Input material -

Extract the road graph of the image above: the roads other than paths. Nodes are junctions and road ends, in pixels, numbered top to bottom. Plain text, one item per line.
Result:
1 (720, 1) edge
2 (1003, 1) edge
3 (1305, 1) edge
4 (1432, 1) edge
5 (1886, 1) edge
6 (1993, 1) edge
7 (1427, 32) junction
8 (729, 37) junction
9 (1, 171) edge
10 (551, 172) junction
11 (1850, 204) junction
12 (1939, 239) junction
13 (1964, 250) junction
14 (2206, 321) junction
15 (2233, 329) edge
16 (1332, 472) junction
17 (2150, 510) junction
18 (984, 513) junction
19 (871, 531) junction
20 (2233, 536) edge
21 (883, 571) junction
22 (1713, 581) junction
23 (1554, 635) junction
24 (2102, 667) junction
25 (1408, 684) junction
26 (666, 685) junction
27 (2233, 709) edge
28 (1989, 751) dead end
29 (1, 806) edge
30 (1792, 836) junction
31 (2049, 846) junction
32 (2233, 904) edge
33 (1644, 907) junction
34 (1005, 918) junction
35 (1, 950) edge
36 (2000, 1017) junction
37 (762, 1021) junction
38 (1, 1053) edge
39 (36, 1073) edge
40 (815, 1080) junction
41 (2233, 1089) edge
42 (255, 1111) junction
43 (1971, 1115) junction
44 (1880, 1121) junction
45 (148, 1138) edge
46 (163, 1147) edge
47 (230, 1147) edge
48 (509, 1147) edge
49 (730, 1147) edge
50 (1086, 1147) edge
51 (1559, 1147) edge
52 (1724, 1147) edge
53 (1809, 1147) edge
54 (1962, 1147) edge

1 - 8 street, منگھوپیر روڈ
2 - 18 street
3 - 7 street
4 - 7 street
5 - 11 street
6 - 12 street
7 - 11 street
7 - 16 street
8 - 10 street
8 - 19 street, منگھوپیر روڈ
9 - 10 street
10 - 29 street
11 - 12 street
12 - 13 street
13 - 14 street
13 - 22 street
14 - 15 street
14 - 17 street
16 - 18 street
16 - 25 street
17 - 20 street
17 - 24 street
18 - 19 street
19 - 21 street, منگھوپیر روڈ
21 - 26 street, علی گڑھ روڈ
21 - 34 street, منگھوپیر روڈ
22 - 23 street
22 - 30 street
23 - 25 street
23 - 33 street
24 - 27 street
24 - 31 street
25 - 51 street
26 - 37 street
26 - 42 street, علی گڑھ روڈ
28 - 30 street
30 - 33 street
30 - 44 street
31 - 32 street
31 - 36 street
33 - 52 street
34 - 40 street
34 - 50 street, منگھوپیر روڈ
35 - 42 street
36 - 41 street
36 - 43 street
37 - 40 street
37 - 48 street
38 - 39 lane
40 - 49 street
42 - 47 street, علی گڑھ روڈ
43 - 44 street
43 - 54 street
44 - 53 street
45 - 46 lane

Exercise brief - What belongs in the answer is each line of the data that has the word "منگھوپیر".

Output of the exercise -
1 - 8 street, منگھوپیر روڈ
8 - 19 street, منگھوپیر روڈ
19 - 21 street, منگھوپیر روڈ
21 - 34 street, منگھوپیر روڈ
34 - 50 street, منگھوپیر روڈ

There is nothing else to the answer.